§ What you have to do
Starting at the line with "middle dip: (1155, 767)", repeat every line exactly until the records end, including the last one.
*** The data Section Begins ***
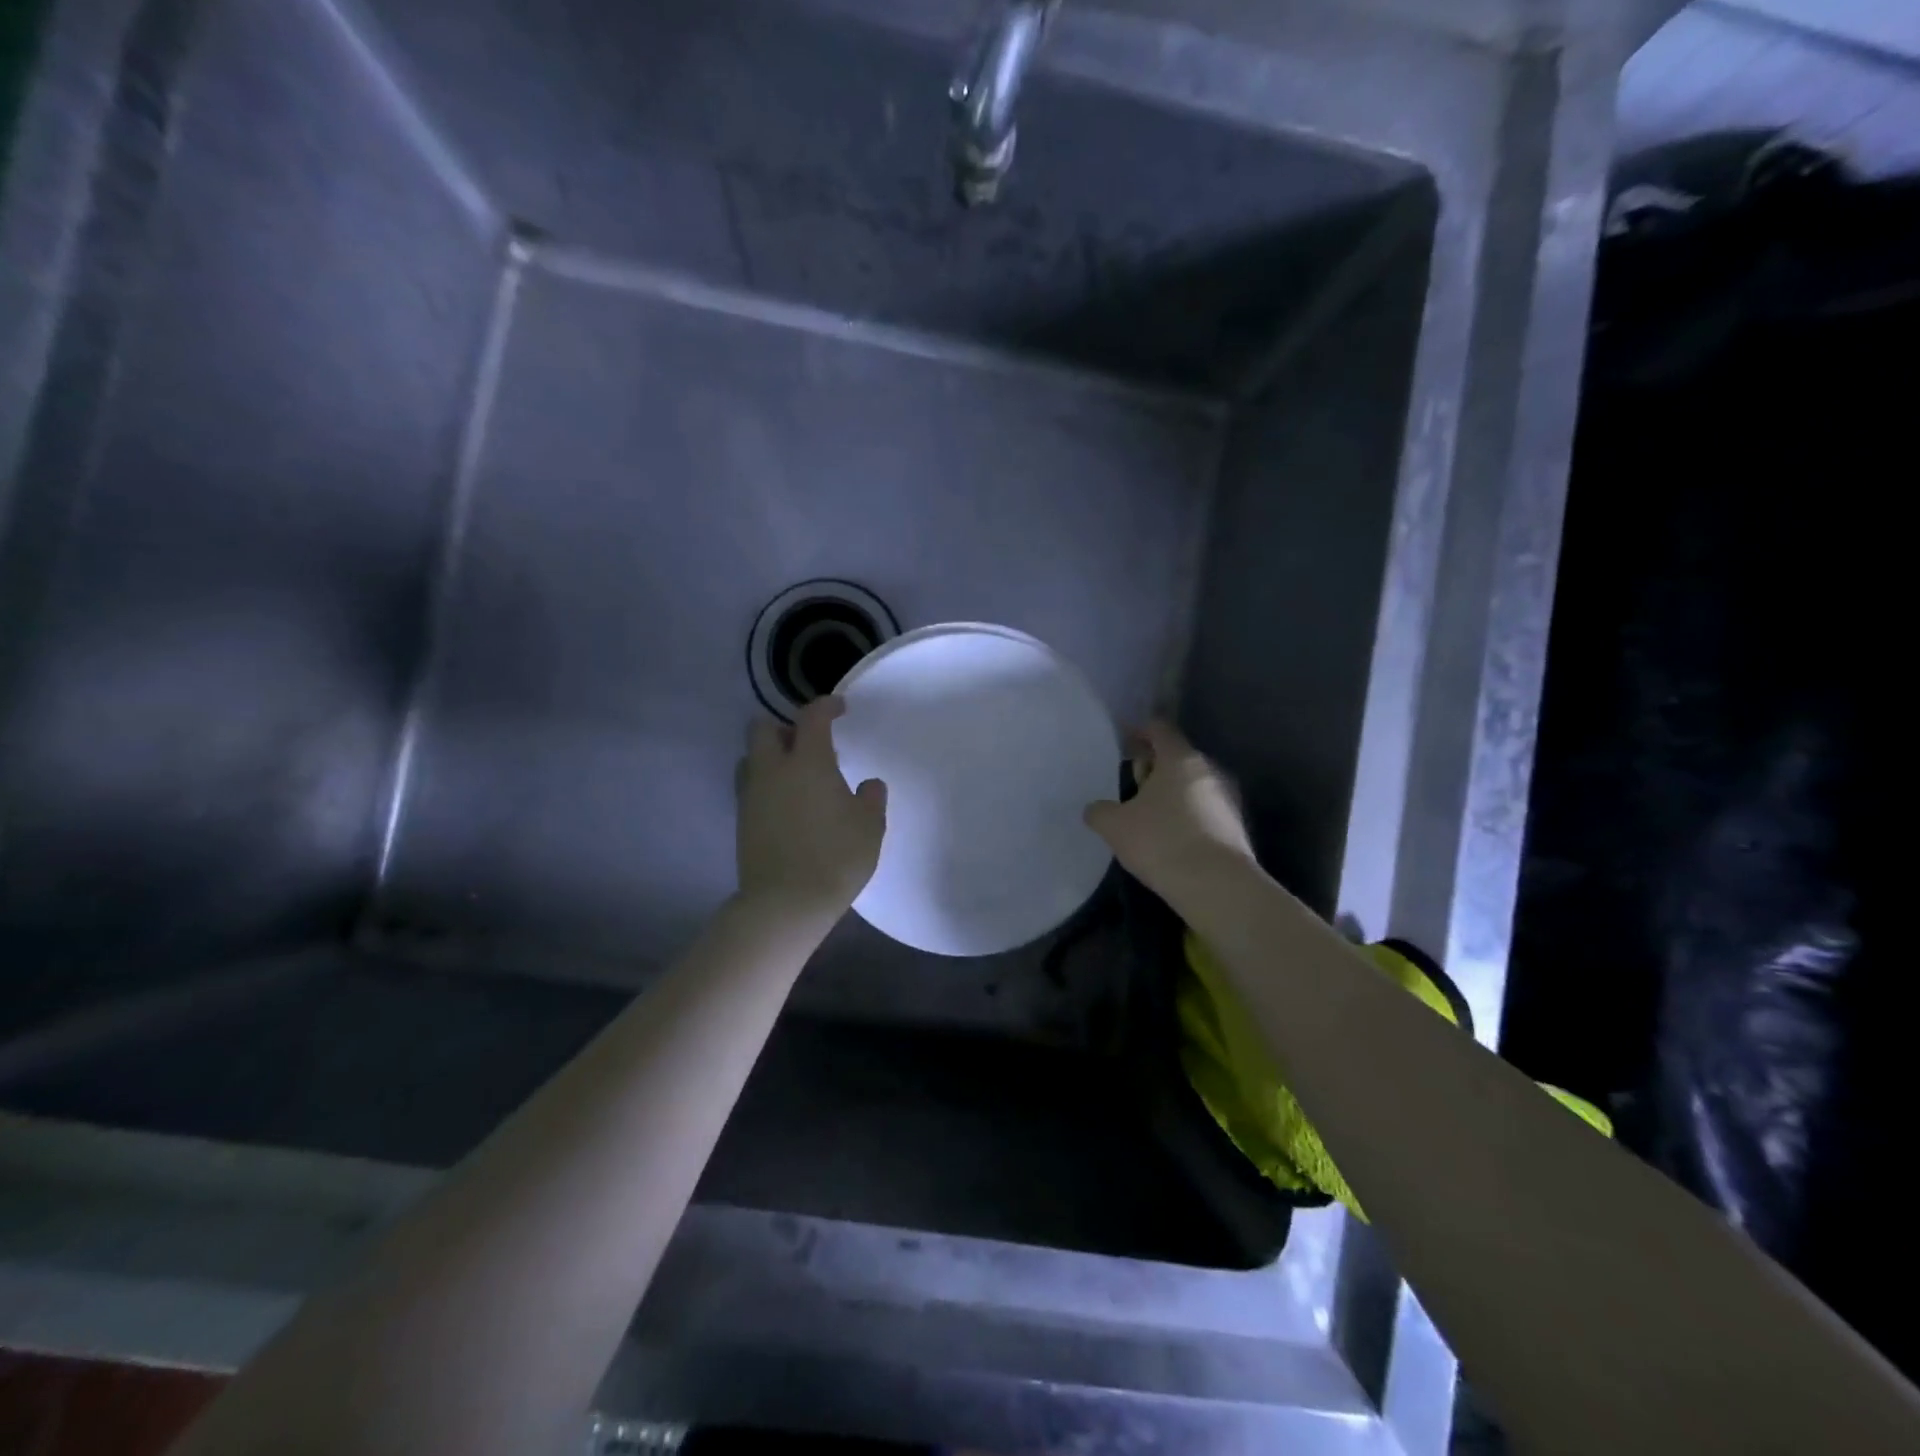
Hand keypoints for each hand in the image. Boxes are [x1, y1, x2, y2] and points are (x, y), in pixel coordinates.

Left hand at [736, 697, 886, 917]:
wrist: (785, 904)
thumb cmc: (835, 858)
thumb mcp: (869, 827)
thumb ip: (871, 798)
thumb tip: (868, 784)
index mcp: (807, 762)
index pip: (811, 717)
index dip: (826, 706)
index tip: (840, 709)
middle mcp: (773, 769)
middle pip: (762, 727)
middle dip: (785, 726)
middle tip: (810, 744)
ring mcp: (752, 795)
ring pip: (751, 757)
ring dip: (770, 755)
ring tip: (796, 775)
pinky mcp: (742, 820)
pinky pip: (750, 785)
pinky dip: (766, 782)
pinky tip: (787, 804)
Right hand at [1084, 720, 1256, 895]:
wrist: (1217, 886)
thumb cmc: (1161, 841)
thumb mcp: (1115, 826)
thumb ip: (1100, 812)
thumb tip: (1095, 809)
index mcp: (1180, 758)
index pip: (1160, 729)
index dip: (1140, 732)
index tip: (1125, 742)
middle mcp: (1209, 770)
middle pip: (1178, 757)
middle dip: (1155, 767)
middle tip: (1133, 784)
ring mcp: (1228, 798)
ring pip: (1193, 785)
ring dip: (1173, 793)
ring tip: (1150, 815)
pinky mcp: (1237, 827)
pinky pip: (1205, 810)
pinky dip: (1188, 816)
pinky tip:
*** The data Section Ends ***
§ Expected answer
middle dip: (1155, 767)
middle tip: (1133, 784)
ring mcp: (1228, 798)
ring pip: (1193, 785)
ring dip: (1173, 793)
ring tip: (1150, 815)
pinky mcp: (1237, 827)
pinky pip: (1205, 810)
pinky dip: (1188, 816)
pinky tip:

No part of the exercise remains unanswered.